As a front-runner in the European enlargement debate, Montenegro has successfully managed to implement a compelling agenda of structural reforms as requested by Brussels. Recent NATO member (since 2017) with a political class and a civil society largely supporting EU membership, Montenegro is nonetheless facing pressing issues, both in terms of domestic and foreign affairs. Within its confines, the Podgorica government has to reform its bureaucratic machinery, ensure genuine freedom of expression, consolidate the reign of the legal system, discourage social fragmentation, and cultivate authentic political deliberation. As regards the international landscape, Montenegro should stray away from Russia, which has always perceived Podgorica as an undeniable part of its umbrella of protection and influence.

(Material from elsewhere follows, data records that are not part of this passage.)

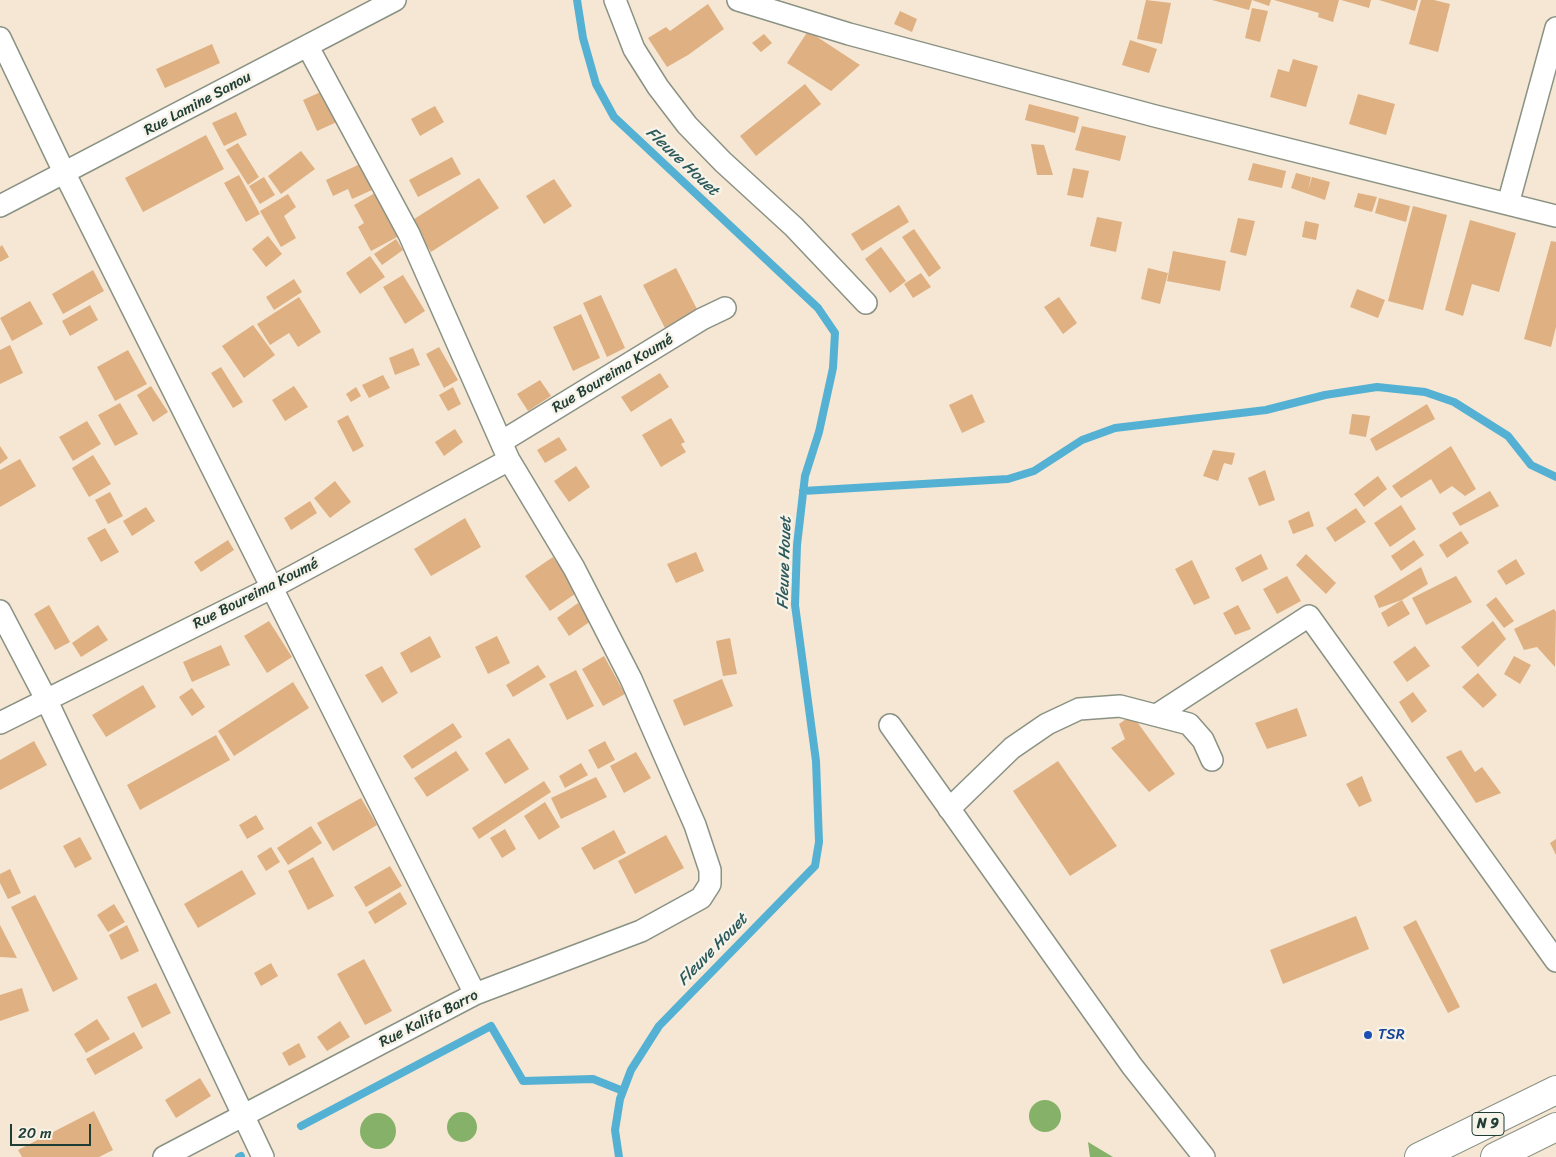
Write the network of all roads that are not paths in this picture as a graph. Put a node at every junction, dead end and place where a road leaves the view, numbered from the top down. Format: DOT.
graph roads {
  1 [pos="395,0"];
  2 [pos="614,0"];
  3 [pos="738,0"];
  4 [pos="1556,28"];
  5 [pos="0,38"];
  6 [pos="308,47"];
  7 [pos="65,174"];
  8 [pos="1508,204"];
  9 [pos="0,206"];
  10 [pos="1556,216"];
  11 [pos="866,303"];
  12 [pos="725,308"];
  13 [pos="505,451"];
  14 [pos="271,588"];
  15 [pos="0,611"];
  16 [pos="46,699"];
  17 [pos="1158,714"];
  18 [pos="0,723"];
  19 [pos="890,726"];
  20 [pos="1212,760"];
  21 [pos="949,809"];
  22 [pos="1556,961"];
  23 [pos="475,994"];
  24 [pos="1556,1090"];
  25 [pos="245,1116"];
  26 [pos="1556,1127"];
  27 [pos="164,1157"];
  28 [pos="263,1157"];
  29 [pos="1204,1157"];
  30 [pos="1420,1157"];
  31 [pos="1495,1157"];
  1 -- 6 [label="street, Rue Lamine Sanou"];
  2 -- 11 [label="street"];
  3 -- 8 [label="street"];
  4 -- 8 [label="street"];
  5 -- 7 [label="street"];
  6 -- 7 [label="street, Rue Lamine Sanou"];
  6 -- 13 [label="street"];
  7 -- 9 [label="street, Rue Lamine Sanou"];
  7 -- 14 [label="street"];
  8 -- 10 [label="street"];
  12 -- 13 [label="street, Rue Boureima Koumé"];
  13 -- 14 [label="street, Rue Boureima Koumé"];
  13 -- 23 [label="street, Rue Kalifa Barro"];
  14 -- 16 [label="street, Rue Boureima Koumé"];
  14 -- 23 [label="street"];
  15 -- 16 [label="street"];
  16 -- 18 [label="street, Rue Boureima Koumé"];
  16 -- 25 [label="street"];
  17 -- 20 [label="street"];
  17 -- 21 [label="street"];
  17 -- 22 [label="street"];
  19 -- 21 [label="street"];
  21 -- 29 [label="street"];
  23 -- 25 [label="street, Rue Kalifa Barro"];
  24 -- 30 [label="main road, N 9"];
  25 -- 27 [label="street, Rue Kalifa Barro"];
  25 -- 28 [label="street"];
  26 -- 31 [label="main road, N 9"];
}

Candidate country since 2012, Serbia has demonstrated an uncontestable advancement of European commitments which culminated with this year’s public referendum on amending the constitution to protect the autonomy of Serbian courts. Following the meeting of the EU-Serbia Stabilization and Association Council in January, the Serbian Prime Minister and Minister for European Integration, the EU Commissioner for Neighborhood and Enlargement and the High Representative for Foreign Affairs and Security Policy agreed that the Belgrade government is expected to deepen its reforms in the area of rule of law along with systematic measures to enhance media freedom, civil liberal institutions, and the transparency of the electoral process. Serbia is also asked to reinforce its constant participation in EU-led military missions and operations as a means of harmonizing regional security policies, as well as to stabilize the problematic relationship with Kosovo via an EU-overseen dialogue.

Further steps and integration policies

In face of extensive Russian and Chinese socio-economic and political influence in the region, the Union must bolster its pre-integration pleas and pledges by taking concrete actions to prove its commitment towards the Western Balkans. The expansion of the community bloc relies heavily on state reform, cooperation, and stability across the Balkans. At the same time, worsened labor conditions and thus high unemployment, dire lack of investment projects, demographic decline, and a stagnant economy may sooner or later render the European ideal unfeasible for these nations.

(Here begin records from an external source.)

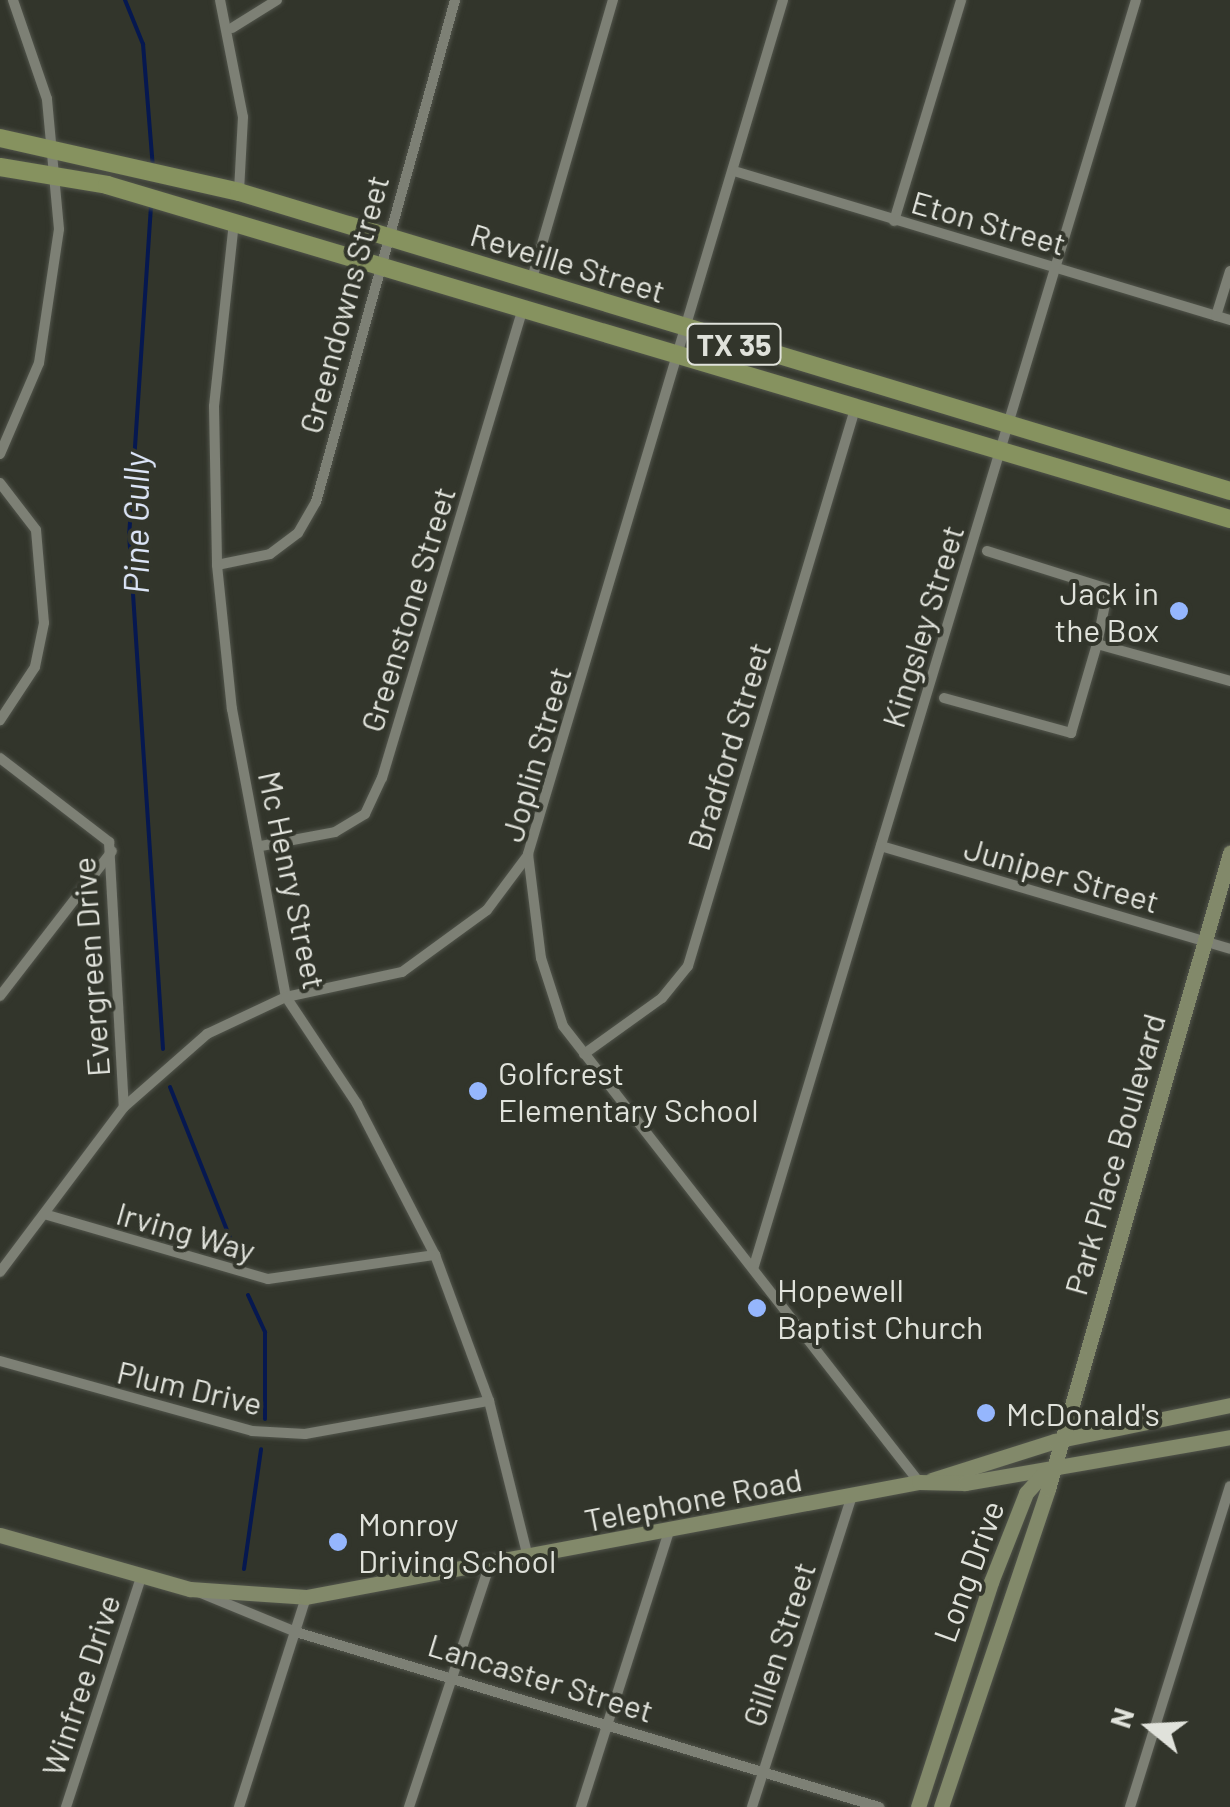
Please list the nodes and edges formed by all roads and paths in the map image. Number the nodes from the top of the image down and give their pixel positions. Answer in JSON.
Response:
{"nodes":[{"id":1,"x":13,"y":0,"type":"edge"},
{"id":2,"x":220,"y":0,"type":"edge"},
{"id":3,"x":277,"y":0,"type":"edge"},
{"id":4,"x":454,"y":0,"type":"edge"},
{"id":5,"x":613,"y":0,"type":"edge"},
{"id":6,"x":783,"y":0,"type":"edge"},
{"id":7,"x":961,"y":0,"type":"edge"},
{"id":8,"x":1136,"y":0,"type":"edge"},
{"id":9,"x":232,"y":28,"type":"junction"},
{"id":10,"x":0,"y":138,"type":"edge"},
{"id":11,"x":54,"y":145,"type":"junction"},
{"id":12,"x":0,"y":167,"type":"edge"},
{"id":13,"x":734,"y":172,"type":"junction"},
{"id":14,"x":58,"y":175,"type":"junction"},
{"id":15,"x":239,"y":192,"type":"junction"},
{"id":16,"x":894,"y":220,"type":"junction"},
{"id":17,"x":234,"y":222,"type":"junction"},
{"id":18,"x":384,"y":236,"type":"junction"},
{"id":19,"x":376,"y":266,"type":"junction"},
{"id":20,"x":1057,"y":268,"type":"junction"},
{"id":21,"x":1230,"y":271,"type":"edge"},
{"id":22,"x":531,"y":283,"type":"junction"},
{"id":23,"x":523,"y":310,"type":"junction"},
{"id":24,"x":1216,"y":316,"type":"junction"},
{"id":25,"x":1230,"y":320,"type":"edge"},
{"id":26,"x":687,"y":330,"type":"junction"},
{"id":27,"x":680,"y":356,"type":"junction"},
{"id":28,"x":855,"y":409,"type":"junction"},
{"id":29,"x":1010,"y":424,"type":"junction"},
{"id":30,"x":1002,"y":452,"type":"junction"},
{"id":31,"x":0,"y":454,"type":"edge"},
{"id":32,"x":0,"y":483,"type":"edge"},
{"id":33,"x":1230,"y":491,"type":"edge"},
{"id":34,"x":1230,"y":520,"type":"edge"},
{"id":35,"x":987,"y":551,"type":"dead end"},
{"id":36,"x":216,"y":565,"type":"junction"},
{"id":37,"x":1097,"y":644,"type":"junction"},
{"id":38,"x":1230,"y":681,"type":"edge"},
{"id":39,"x":944,"y":698,"type":"dead end"},
{"id":40,"x":0,"y":720,"type":"edge"},
{"id":41,"x":0,"y":758,"type":"edge"},
{"id":42,"x":261,"y":846,"type":"junction"},
{"id":43,"x":881,"y":846,"type":"junction"},
{"id":44,"x":112,"y":851,"type":"junction"},
{"id":45,"x":528,"y":854,"type":"junction"},
{"id":46,"x":1230,"y":854,"type":"edge"},
{"id":47,"x":1203,"y":942,"type":"junction"},
{"id":48,"x":1230,"y":950,"type":"edge"},
{"id":49,"x":0,"y":996,"type":"edge"},
{"id":50,"x":286,"y":998,"type":"junction"},
{"id":51,"x":584,"y":1054,"type":"junction"},
{"id":52,"x":124,"y":1106,"type":"junction"},
{"id":53,"x":44,"y":1214,"type":"junction"},
{"id":54,"x":435,"y":1255,"type":"junction"},
{"id":55,"x":754,"y":1266,"type":"junction"},
{"id":56,"x":0,"y":1272,"type":"edge"},
{"id":57,"x":0,"y":1361,"type":"edge"},
{"id":58,"x":489,"y":1402,"type":"junction"},
{"id":59,"x":1230,"y":1405,"type":"edge"},
{"id":60,"x":1230,"y":1437,"type":"edge"},
{"id":61,"x":1055,"y":1441,"type":"junction"},
{"id":62,"x":1047,"y":1470,"type":"junction"},
{"id":63,"x":924,"y":1482,"type":"junction"},
{"id":64,"x":1230,"y":1486,"type":"edge"},
{"id":65,"x":852,"y":1496,"type":"junction"},
{"id":66,"x":669,"y":1531,"type":"junction"},
{"id":67,"x":0,"y":1535,"type":"edge"},
{"id":68,"x":528,"y":1559,"type":"junction"},
{"id":69,"x":488,"y":1568,"type":"junction"},
{"id":70,"x":141,"y":1578,"type":"junction"},
{"id":71,"x":190,"y":1589,"type":"junction"},
{"id":72,"x":306,"y":1597,"type":"junction"},
{"id":73,"x":296,"y":1632,"type":"junction"},
{"id":74,"x":969,"y":1645,"type":"junction"},
{"id":75,"x":991,"y":1653,"type":"junction"},
{"id":76,"x":454,"y":1676,"type":"junction"},
{"id":77,"x":608,"y":1722,"type":"junction"},
{"id":78,"x":764,"y":1772,"type":"junction"},
{"id":79,"x":66,"y":1807,"type":"edge"},
{"id":80,"x":239,"y":1807,"type":"edge"},
{"id":81,"x":409,"y":1807,"type":"edge"},
{"id":82,"x":581,"y":1807,"type":"edge"},
{"id":83,"x":752,"y":1807,"type":"edge"},
{"id":84,"x":879,"y":1807,"type":"edge"},
{"id":85,"x":918,"y":1807,"type":"edge"},
{"id":86,"x":942,"y":1807,"type":"edge"},
{"id":87,"x":1130,"y":1807,"type":"edge"}],
"edges":[{"from":1,"to":11,"type":"street"},
{"from":2,"to":9,"type":"street"},
{"from":3,"to":9,"type":"street"},
{"from":4,"to":18,"type":"street","name":"Greendowns Street"},
{"from":5,"to":22,"type":"street"},
{"from":6,"to":13,"type":"street","name":"Joplin Street"},
{"from":7,"to":16,"type":"street"},
{"from":8,"to":20,"type":"street","name":"Kingsley Street"},
{"from":9,"to":15,"type":"street"},
{"from":10,"to":11,"type":"main road","name":"Reveille Street","number":"TX 35"},
{"from":11,"to":14,"type":"street"},
{"from":11,"to":15,"type":"main road","name":"Reveille Street","number":"TX 35"},
{"from":12,"to":14,"type":"main road","name":"Reveille Street","number":"TX 35"},
{"from":13,"to":16,"type":"street","name":"Eton Street"},
{"from":13,"to":26,"type":"street","name":"Joplin Street"},
{"from":14,"to":17,"type":"main road","name":"Reveille Street","number":"TX 35"},
{"from":14,"to":31,"type":"street"},
{"from":15,"to":18,"type":"main road","name":"Reveille Street","number":"TX 35"},
{"from":16,"to":20,"type":"street","name":"Eton Street"},
{"from":17,"to":19,"type":"main road","name":"Reveille Street","number":"TX 35"},
{"from":17,"to":36,"type":"street","name":"Mc Henry Street"},
{"from":18,"to":19,"type":"street","name":"Greendowns Street"},
{"from":18,"to":22,"type":"main road","name":"Reveille Street","number":"TX 35"},
{"from":19,"to":23,"type":"main road","name":"Reveille Street","number":"TX 35"},
{"from":19,"to":36,"type":"street","name":"Greendowns Street"},
{"from":20,"to":24,"type":"street","name":"Eton Street"},
{"from":20,"to":29,"type":"street","name":"Kingsley Street"},
{"from":21,"to":24,"type":"street"},
{"from":22,"to":26,"type":"main road","name":"Reveille Street","number":"TX 35"},
{"from":23,"to":27,"type":"main road","name":"Reveille Street","number":"TX 35"},
{"from":23,"to":42,"type":"street","name":"Greenstone Street"},
{"from":24,"to":25,"type":"street","name":"Eton Street"},
{"from":26,"to":27,"type":"street","name":"Joplin Street"},
{"from":26,"to":29,"type":"main road","name":"Reveille Street","number":"TX 35"},
{"from":27,"to":28,"type":"main road","name":"Reveille Street","number":"TX 35"},
{"from":27,"to":45,"type":"street","name":"Joplin Street"},
{"from":28,"to":30,"type":"main road","name":"Reveille Street","number":"TX 35"},
{"from":28,"to":51,"type":"street","name":"Bradford Street"},
{"from":29,"to":30,"type":"street","name":"Kingsley Street"},
{"from":29,"to":33,"type":"main road","name":"Reveille Street","number":"TX 35"},
{"from":30,"to":34,"type":"main road","name":"Reveille Street","number":"TX 35"},
{"from":30,"to":43,"type":"street","name":"Kingsley Street"},
{"from":32,"to":40,"type":"street"},
{"from":35,"to":37,"type":"street"},
{"from":36,"to":42,"type":"street","name":"Mc Henry Street"},
{"from":37,"to":38,"type":"street"},
{"from":37,"to":39,"type":"street"},
{"from":41,"to":44,"type":"street","name":"Evergreen Drive"},
{"from":42,"to":50,"type":"street","name":"Mc Henry Street"},
{"from":43,"to":47,"type":"street","name":"Juniper Street"},
{"from":43,"to":55,"type":"street","name":"Kingsley Street"},
{"from":44,"to":49,"type":"street"},
{"from":44,"to":52,"type":"street","name":"Evergreen Drive"},
{"from":45,"to":50,"type":"street"},
{"from":45,"to":51,"type":"street","name":"Joplin Street"},
{"from":46,"to":47,"type":"main road","name":"Park Place Boulevard"},
{"from":47,"to":48,"type":"street","name":"Juniper Street"},
{"from":47,"to":61,"type":"main road","name":"Park Place Boulevard"},
{"from":50,"to":52,"type":"street"},
{"from":50,"to":54,"type":"street","name":"Mc Henry Street"},
{"from":51,"to":55,"type":"street","name":"Joplin Street"},
{"from":52,"to":53,"type":"street"},
{"from":53,"to":54,"type":"street","name":"Irving Way"},
{"from":53,"to":56,"type":"street"},
{"from":54,"to":58,"type":"street","name":"Mc Henry Street"},
{"from":55,"to":63,"type":"street","name":"Joplin Street"},
{"from":57,"to":58,"type":"street","name":"Plum Drive"},
{"from":58,"to":68,"type":"street","name":"Mc Henry Street"},
{"from":59,"to":61,"type":"main road","name":"Telephone Road"},
{"from":60,"to":62,"type":"main road","name":"Telephone Road"},
{"from":61,"to":62,"type":"main road","name":"Park Place Boulevard"},
{"from":61,"to":63,"type":"main road","name":"Telephone Road"},
{"from":62,"to":63,"type":"main road","name":"Telephone Road"},
{"from":62,"to":74,"type":"main road","name":"Long Drive"},
{"from":62,"to":75,"type":"main road","name":"Long Drive"},
{"from":63,"to":65,"type":"main road","name":"Telephone Road"},
{"from":64,"to":87,"type":"street"},
{"from":65,"to":66,"type":"main road","name":"Telephone Road"},
{"from":65,"to":78,"type":"street","name":"Gillen Street"},
{"from":66,"to":68,"type":"main road","name":"Telephone Road"},
{"from":66,"to":77,"type":"street"},
{"from":67,"to":70,"type":"main road","name":"Telephone Road"},
{"from":68,"to":69,"type":"main road","name":"Telephone Road"},
{"from":69,"to":72,"type":"main road","name":"Telephone Road"},
{"from":69,"to":76,"type":"street"},
{"from":70,"to":71,"type":"main road","name":"Telephone Road"},
{"from":70,"to":79,"type":"street","name":"Winfree Drive"},
{"from":71,"to":72,"type":"main road","name":"Telephone Road"},
{"from":71,"to":73,"type":"street","name":"Lancaster Street"},
{"from":72,"to":73,"type":"street"},
{"from":73,"to":76,"type":"street","name":"Lancaster Street"},
{"from":73,"to":80,"type":"street"},
{"from":74,"to":75,"type":"main road"},
{"from":74,"to":85,"type":"main road","name":"Long Drive"},
{"from":75,"to":86,"type":"main road","name":"Long Drive"},
{"from":76,"to":77,"type":"street","name":"Lancaster Street"},
{"from":76,"to":81,"type":"street"},
{"from":77,"to":78,"type":"street","name":"Lancaster Street"},
{"from":77,"to":82,"type":"street"},
{"from":78,"to":83,"type":"street","name":"Gillen Street"},
{"from":78,"to":84,"type":"street","name":"Lancaster Street"}]}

Judging in line with the EU enlargement agenda, the following policies may ultimately bring the Western Balkans where they rightfully belong:

  1. Alignment of the Western Balkan candidates to the standards of the European Common Security and Defense Policy mechanism through joint military exercises and intergovernmental cooperation on border control and migration policy;

  2. Establishment of interconnectivity between intra-European law enforcement and criminal justice agencies (Europol, Eurojust, and Frontex) and regional police structures in order to tackle organized crime networks and trans-frontier illicit trafficking;

  3. Comprehensive implementation procedures and recommendations to develop a legal framework for regional cybersecurity policy adjusted for the EU community acts;

  4. Macroeconomic assistance, improved trade, and commerce via the already existing channels.

As John F. Kennedy once claimed, “freedom has many difficulties and democracy is not perfect”, but, I shall add, the strive for peace and prosperity can only be achieved under full-fledged democratic governance. Rule of law, respect for human rights, integrity and dignity, tolerance, non-discrimination, equality of opportunity, openness and unity in diversity are all traits of mature democracies. These are the core values and principles that have given rise across time to free, sovereign nations co-existing in grand concord and good faith. With the just attitude in mind and tangible enlargement policies to be enforced accordingly, the Western Balkans are bound to rise anew led by the beacon of democratic hope, enter the Union and confirm once again the successful story of EU enlargement.